Anyway, there is definitely a contingent out there for whom an unfinished story is, or can be depending on the circumstances, a source of intense frustration. I just don't belong to it.

Too Like the Lightning is an intensely ambitious book. That rates highly with me in terms of my Hugo ballot, more so than the question of whether the book succeeds at its ambitious aims. And does it? I'd say... maybe? Sort of? I'm honestly not sure. She's created a far future that models itself off of our past and is in constant conversation with our most revered philosophers; it is at times difficult to follow because of that, and because I'm not by any means a student of those philosophers. But I'm fascinated by the juxtapositions and moved to seek out the books of philosophy that Palmer references. So on that account, it works for me, if only just barely. And certainly the narrator can be an irritating jerk to hang out with, what with his smug asides to the reader ("Do I offend you? Are you surprised?
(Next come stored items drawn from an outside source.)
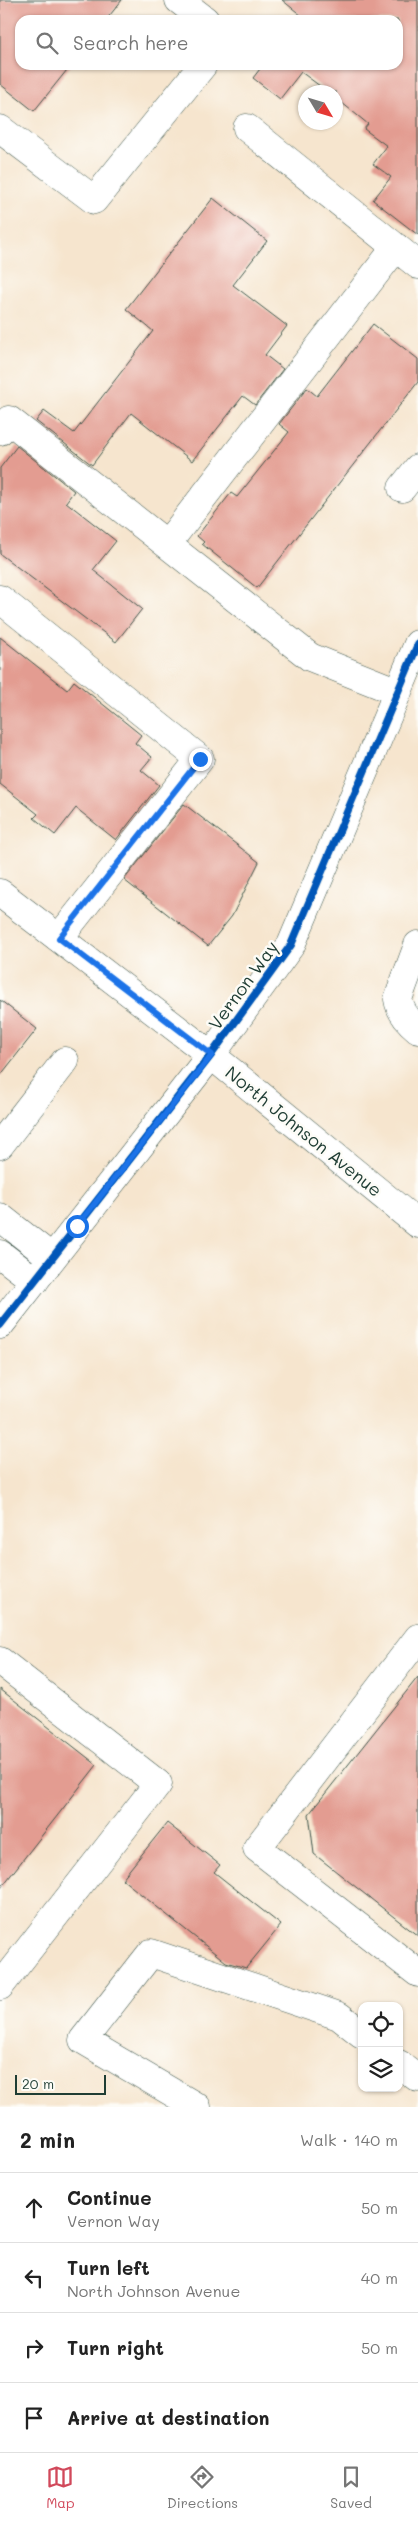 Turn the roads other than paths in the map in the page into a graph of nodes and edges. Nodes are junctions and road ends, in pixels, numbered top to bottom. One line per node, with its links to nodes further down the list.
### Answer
1 (179, 0): 2 (street)
2 (199, 15)
3 (199, 70): 5 (street)
4 (247, 128): 6 (street)
5 (0, 129)
6 (396, 247): 7 (street); 9 (street)
7 (418, 265)
8 (0, 432): 9 (street)
9 (167, 544): 12 (street)
10 (0, 599): 14 (street)
11 (418, 644): 12 (street, Vernon Way)
12 (398, 692): 17 (street, Vernon Way)
13 (0, 893): 14 (street, North Johnson Avenue)
14 (59, 938): 17 (street, North Johnson Avenue)
15 (418, 945): 16 (street)
16 (418, 1029)
17 (212, 1055): 21 (street, North Johnson Avenue); 23 (street, Vernon Way)
18 (65, 1061): 19 (street)
19 (0, 1144)
20 (0, 1216): 23 (street)
21 (418, 1224)
22 (0, 1254): 24 (street)
23 (52, 1258): 24 (street, Vernon Way)
24 (34, 1281): 25 (street, Vernon Way)
25 (0, 1325)
26 (418, 1638): 28 (street)
27 (0, 1662): 29 (street)
28 (418, 1973)
29 (0, 1986)
30 (358, 2031): 33 (street)
31 (403, 2067): 32 (street)
32 (418, 2078)
33 (197, 2107) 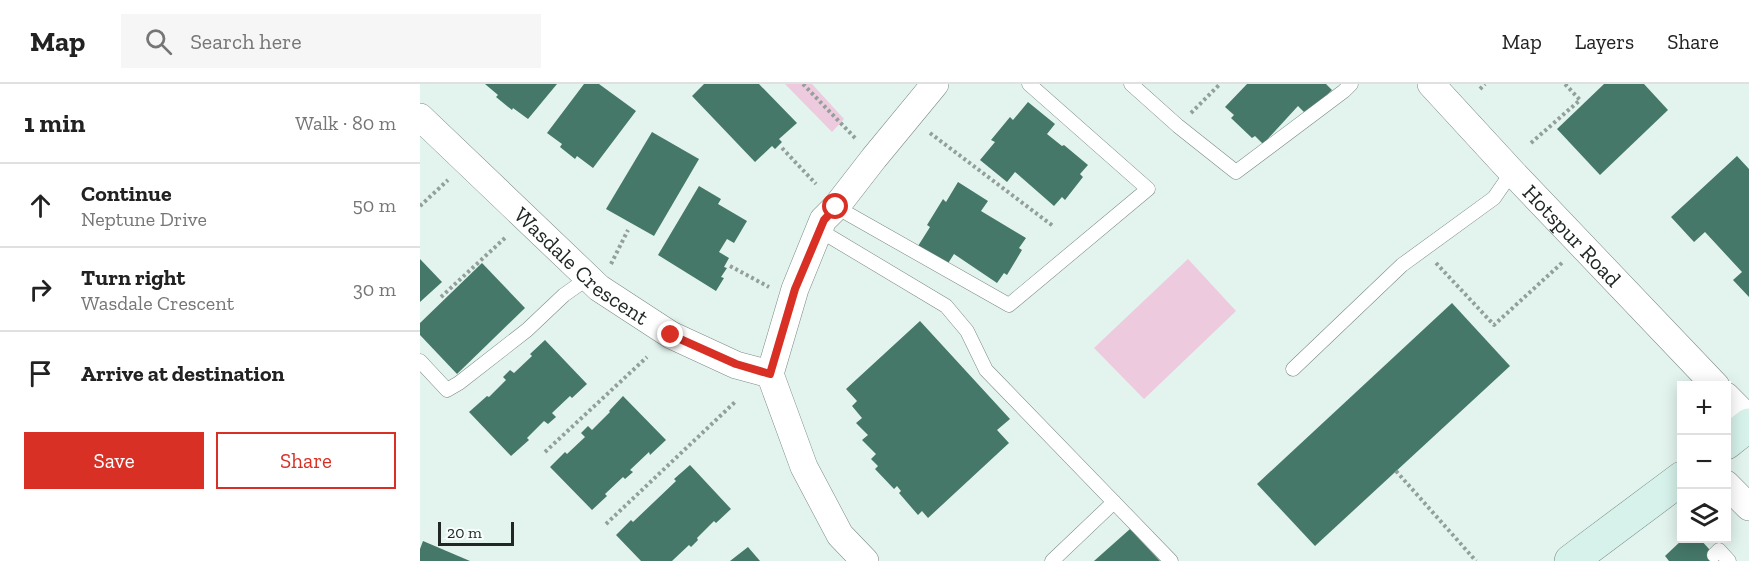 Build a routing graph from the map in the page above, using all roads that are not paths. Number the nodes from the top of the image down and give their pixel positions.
1 (935, 84) edge
2 (1029, 84) edge
3 (1131, 84) edge
4 (1351, 84) edge
5 (1431, 84) edge
6 (420, 117) edge
7 (1512, 172) junction
8 (836, 207) junction
9 (819, 230) junction
10 (593, 283) junction
11 (420, 361) edge
12 (1293, 369) dead end
13 (770, 374) junction
14 (1711, 381) edge
15 (1731, 401) edge
16 (1749, 419) edge
17 (1749, 425) edge
18 (1731, 439) edge
19 (1677, 482) edge
20 (1731, 489) edge
21 (1114, 502) junction
22 (1749, 507) edge
23 (1714, 555) dead end
24 (1057, 559) edge
25 (1580, 559) edge
26 (865, 561) edge
27 (1171, 561) edge
28 (1729, 561) edge

1 - 8 street
2 - 8 lane
3 - 4 lane
5 - 7 street, Hotspur Road
6 - 10 street, Wasdale Crescent
7 - 12 lane
7 - 14 street, Hotspur Road
8 - 9 street
9 - 13 street
9 - 21 lane
10 - 11 lane
10 - 13 street, Wasdale Crescent
13 - 26 street
15 - 16 street
17 - 18 main road
19 - 25 main road
20 - 22 street
21 - 24 lane
21 - 27 lane
23 - 28 lane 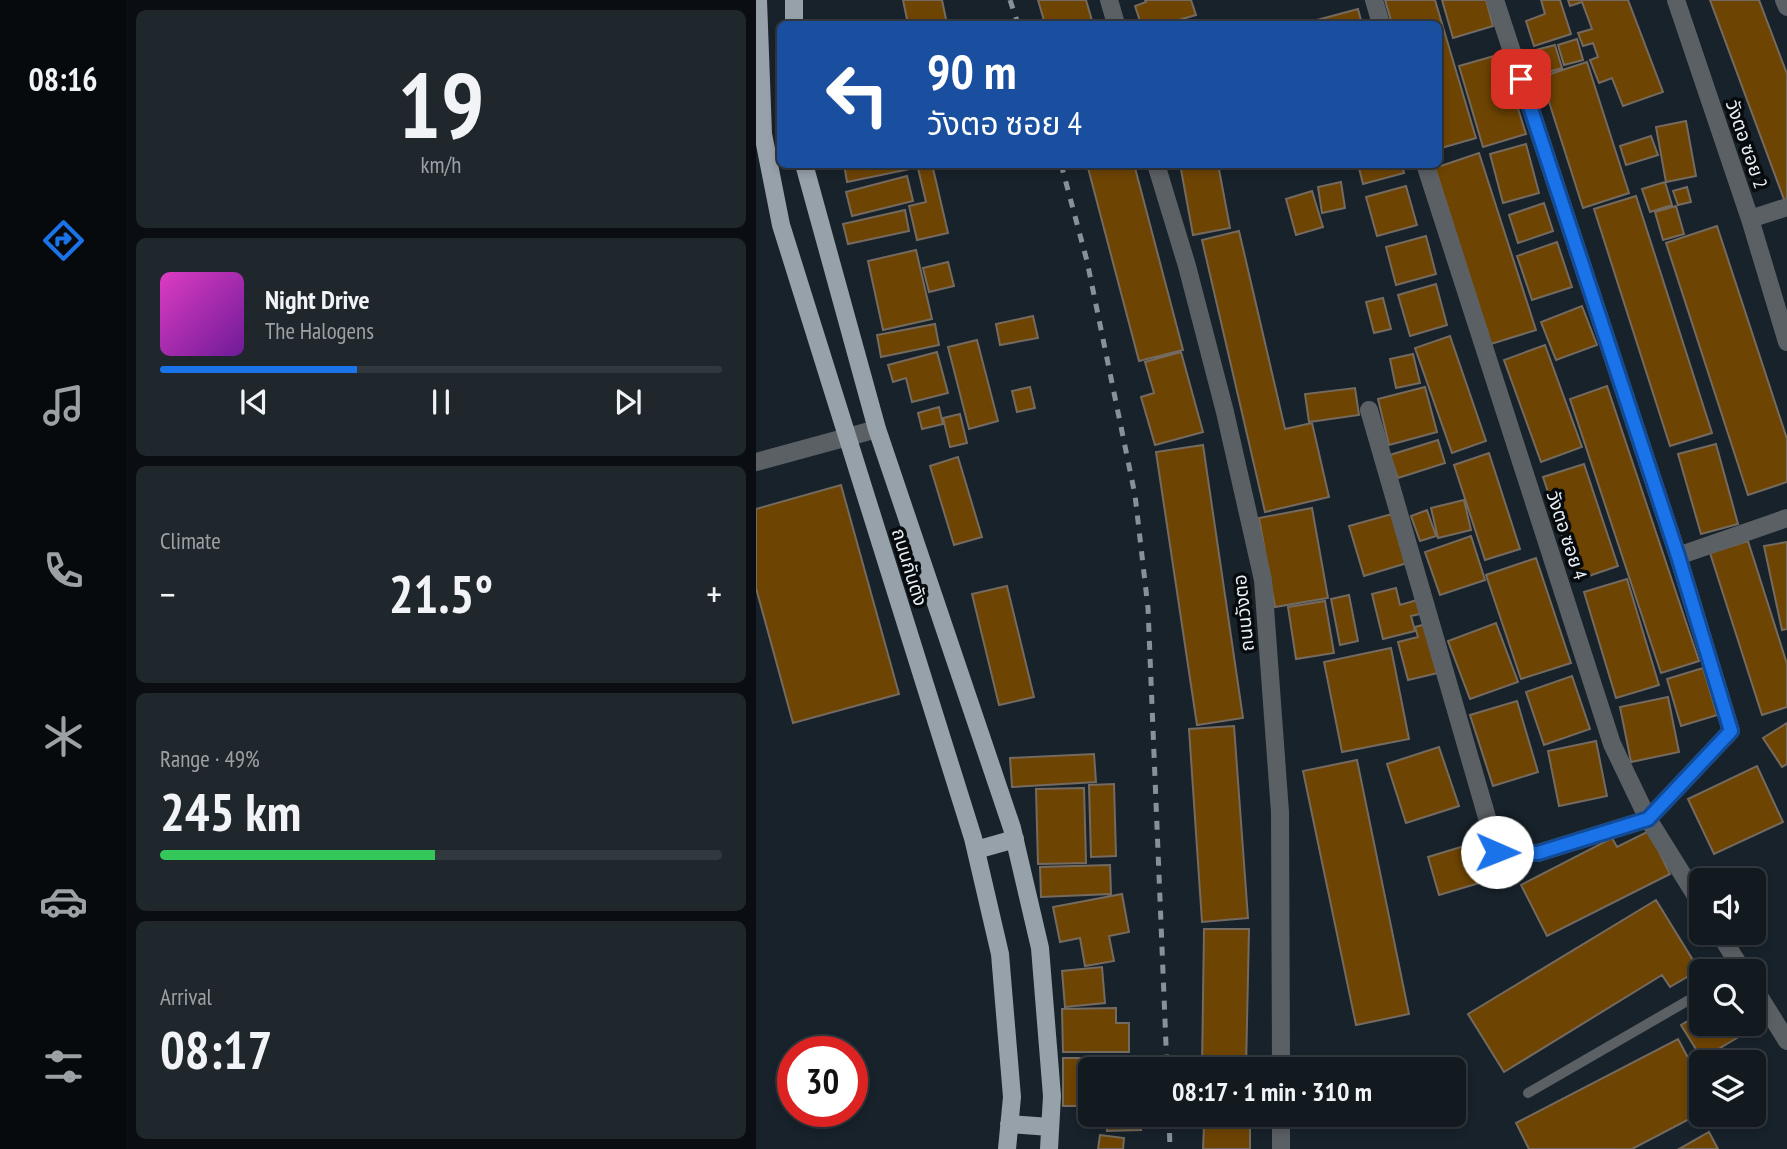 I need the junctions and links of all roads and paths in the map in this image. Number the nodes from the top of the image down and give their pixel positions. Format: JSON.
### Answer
{"nodes":[{"id":1,"x":794,"y":0,"type":"edge"},
{"id":2,"x":1109,"y":0,"type":"edge"},
{"id":3,"x":1374,"y":0,"type":"edge"},
{"id":4,"x":1495,"y":0,"type":"edge"},
{"id":5,"x":1676,"y":0,"type":"edge"},
{"id":6,"x":1784,"y":0,"type":"edge"},
{"id":7,"x":757,"y":4,"type":"edge"},
{"id":8,"x":1787,"y":8,"type":"edge"},
{"id":9,"x":794,"y":21,"type":"edge"},
{"id":10,"x":1115,"y":21,"type":"edge"},
{"id":11,"x":1380,"y":21,"type":"edge"},
{"id":12,"x":805,"y":168,"type":"edge"},
{"id":13,"x":1157,"y":168,"type":"edge"},
{"id":14,"x":1426,"y":168,"type":"edge"},
{"id":15,"x":1787,"y":207,"type":"edge"},
{"id":16,"x":1750,"y":219,"type":"junction"},
{"id":17,"x":1787,"y":342,"type":"edge"},
{"id":18,"x":1369,"y":410,"type":"dead end"},
{"id":19,"x":877,"y":429,"type":"junction"},
{"id":20,"x":848,"y":439,"type":"junction"},
{"id":21,"x":756,"y":462,"type":"edge"},
{"id":22,"x":1787,"y":518,"type":"edge"},
{"id":23,"x":1678,"y":556,"type":"junction"},
{"id":24,"x":1648,"y":819,"type":"junction"},
{"id":25,"x":1015,"y":839,"type":"junction"},
{"id":26,"x":976,"y":850,"type":"junction"},
{"id":27,"x":1689,"y":885,"type":"edge"},
{"id":28,"x":1689,"y":1000,"type":"edge"},
{"id":29,"x":1766,"y":1007,"type":"edge"},
{"id":30,"x":1787,"y":1041,"type":"edge"},
{"id":31,"x":1281,"y":1057,"type":"edge"},
{"id":32,"x":1528,"y":1093,"type":"dead end"},
{"id":33,"x":1009,"y":1124,"type":"junction"},
{"id":34,"x":1050,"y":1127,"type":"junction"},
{"id":35,"x":1281,"y":1127,"type":"edge"},
{"id":36,"x":1007,"y":1149,"type":"edge"},
{"id":37,"x":1049,"y":1149,"type":"edge"},
{"id":38,"x":1281,"y":1149,"type":"edge"}],
"edges":[{"from":1,"to":9,"type":"main road"},
{"from":2,"to":10,"type":"street"},
{"from":3,"to":11,"type":"street"},
{"from":4,"to":23,"type":"street"},
{"from":5,"to":16,"type":"street","name":"วังตอ ซอย 2"},
{"from":6,"to":8,"type":"street"},
{"from":7,"to":20,"type":"main road","name":"ถนนกันตัง"},
{"from":12,"to":19,"type":"main road","name":"ถนนกันตัง"},
{"from":13,"to":31,"type":"street","name":"ถนนวังตอ"},
{"from":14,"to":24,"type":"street","name":"วังตอ ซอย 4"},
{"from":15,"to":16,"type":"street"},
{"from":16,"to":17,"type":"street","name":"วังตอ ซอย 2"},
{"from":18,"to":24,"type":"street"},
{"from":19,"to":20,"type":"street"},
{"from":19,"to":25,"type":"main road","name":"ถนนกันตัง"},
{"from":20,"to":21,"type":"street"},
{"from":20,"to":26,"type":"main road","name":"ถนนกันตัง"},
{"from":22,"to":23,"type":"street"},
{"from":23,"to":24,"type":"street"},
{"from":24,"to":27,"type":"street","name":"วังตอ ซอย 4"},
{"from":25,"to":26,"type":"main road"},
{"from":25,"to":34,"type":"main road","name":"ถนนกันตัง"},
{"from":26,"to":33,"type":"main road","name":"ถนนกันตัง"},
{"from":28,"to":32,"type":"lane"},
{"from":29,"to":30,"type":"street"},
{"from":33,"to":34,"type":"main road"},
{"from":33,"to":36,"type":"main road","name":"ถนนกันตัง"},
{"from":34,"to":37,"type":"main road","name":"ถนนกันตัง"},
{"from":35,"to":38,"type":"street"}]}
Have you forgotten?") and his dogged insistence on misgendering other characters based on his peculiar and baroque ideas about gendered traits consonant neither with our worst stereotypes, nor those of his contemporaries, nor even with those of the fictional people he imagines reading his tale in his own far future. And of course we know from the start that he's a criminal, whose crimes we must expect will turn out to be much more horrifying than any we can imagine, so we're predisposed not to like him. And yet the problems he faces still make him somewhat relatable--what would we do, in his place? How would we respond? He is capable of acts of love and kindness that should not go unrewarded, and is daily subject to mistreatment which is unjust and ought not to go unpunished. So if one of the author's aims was to create an unreliable narrator who is both guilty of horrific crimes and petty bigotries and is yet more sympathetic than not, I think she's succeeded.

But more important than any of the showy features mentioned above, I think, is the theme which emerges through the course of the book: Is there anything or anyone you value, which you would do anything to save? Really, anything? And what would that mean? This book is not unique in centering around that difficult question, but it approaches it more honestly than many books I've read do. The author seems much less interested in instructing the reader in how to answer that question, and more in exploring how different characters react when the question is put to them. No possible answer is painless, or without sacrifice, and the story arises out of what each character is willing to sacrifice for the preservation of what they hold most dear.

Too Like the Lightning currently holds the top position on my Hugo Award for Best Novel ballot. I haven't finished reading all the finalists, so that may change. But it would take at the very least an equally ambitious book to dislodge it from my personal #1 slot.